Except, watching and listening to the frustration he has makes me want to sharpen the blade on my wedge and slit my wrists with it...


----------



## Clutch (Oct 16, 2011)

*unwanted help*

Just today i went out to the range without any plans to stick around for a round, I just got into golf, bought a set of used clubs off of a friend and am just trying to get into the game. I have only a few tips from close friends guiding me, but the fact of the matter is I have a spinal injury that prevents me from making a proper swing. Here I am butchering the ball (I admit it), minding my own business when the guy next to me on the range just says "I can't do it any longer, it's just too bad" and he came up to me asking if I wanted to learn how to hit a golf ball, I was somewhat amused and said yes (big mistake) so he proceeded to show me his swing. After trying to replicate what he did the jabs started coming in, with comments like "my daughter, now she does have talent" and "sorry to see such good clubs being mishandled" and the best one which he saved for last "well, good luck, keep whacking away at it" and suggesting I get professional help. A few minutes later a friend from work showed up and asked me how I was doing to which I just replied "well I've just been laughed off the practice range" he replied by telling me "oh so you're the one that guy was talking about".

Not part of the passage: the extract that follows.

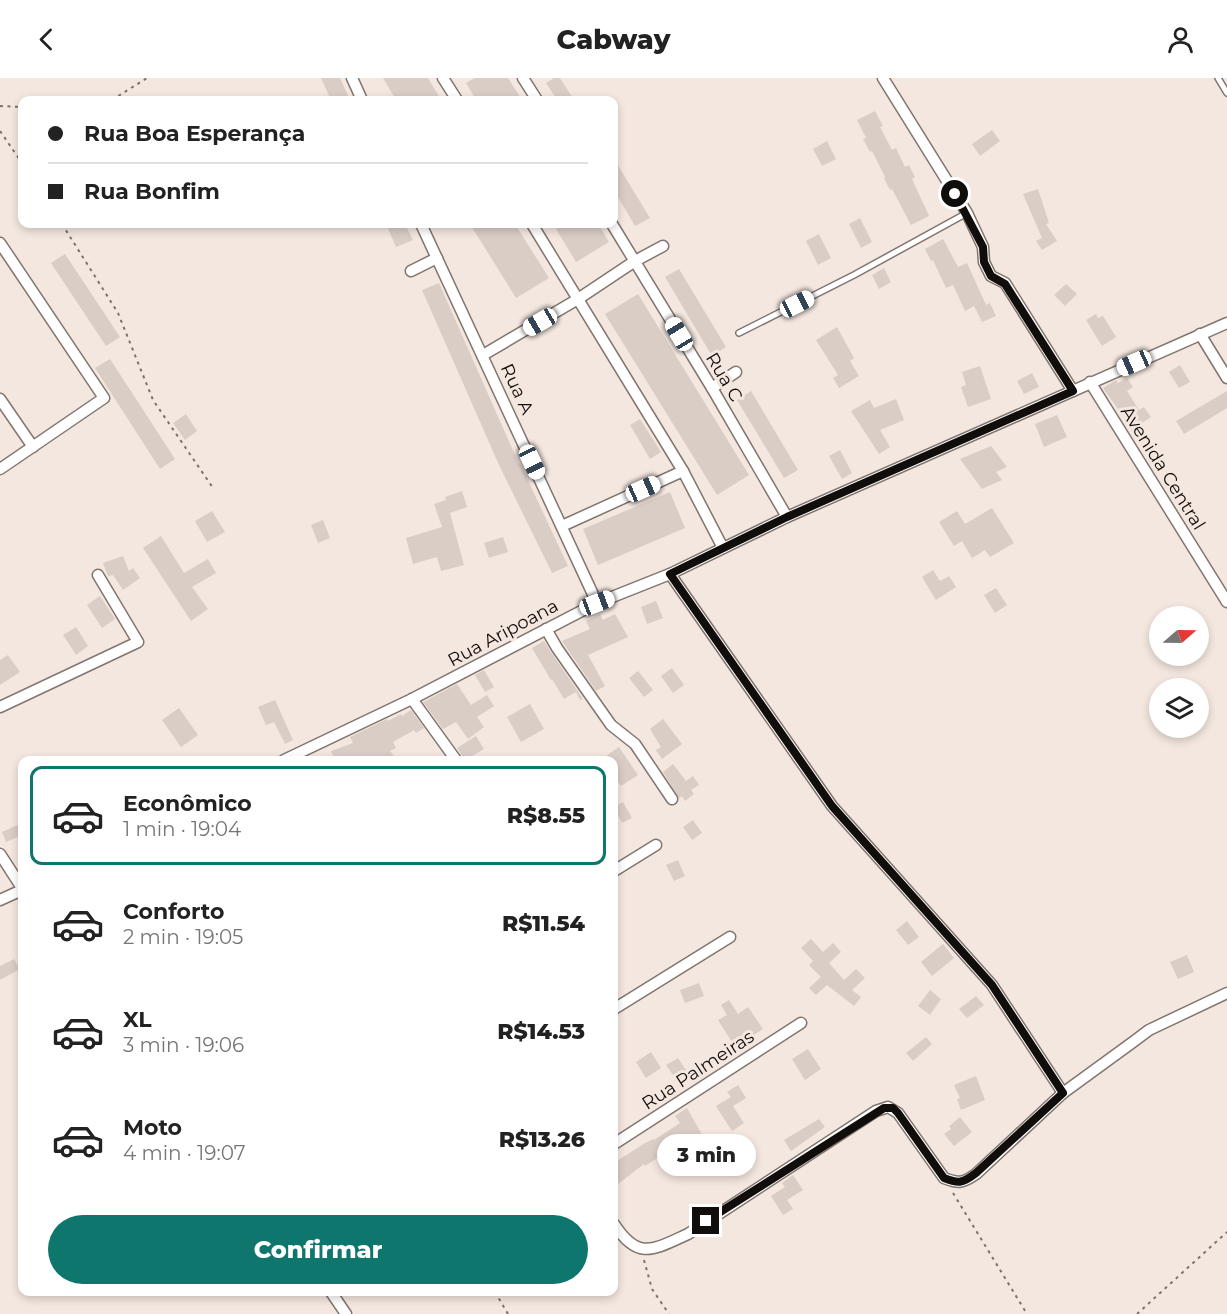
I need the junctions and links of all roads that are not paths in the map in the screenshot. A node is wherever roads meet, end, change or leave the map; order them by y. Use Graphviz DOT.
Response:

Really, do you guys like to alienate everybody? I was in the range, not holding anybody up on the course. If this is the kind of people I'd be interacting with I am not so sure I want to pursue this. I see experienced players gripe all the time about the lack of etiquette the newbies have on the course, but what about the etiquette you should observe with a newbie?

By the way, my nickname is my motorcycle handle, not related to golf in any way.


----------



## Hacker AL (Sep 24, 2011)

Sorry you had to go thru that. Please dont let this be a reflection of all golfers. You ran into a true a$$. I suggest you have a lesson or two from a pro. It can get you going on the right track and help you with a swing that will work within your limitations due to you injury. Welcome to the forumn and this wonderfull game.....


----------



## Gas Hawg (Oct 10, 2011)

Hacker AL said:


> Sorry you had to go thru that. Please dont let this be a reflection of all golfers. You ran into a true a$$. I suggest you have a lesson or two from a pro. It can get you going on the right track and help you with a swing that will work within your limitations due to you injury. Welcome to the forumn and this wonderfull game.....


X2.... Don't let that jack-wagon's poor actions influence you at all. He was probably beat up as a kid anyway.


----------



## 373 (Jun 9, 2006)

It's funny, but my regular partner is a guy much younger than me, a physical education teacher in great physical condition and someone who plays a decent game of golf, low 80's most of the time. He has this little pansy-ass swing that wouldn't hurt a bug sitting on his ball. I've always thought he could be better if he tried to hit the ball harder.


----------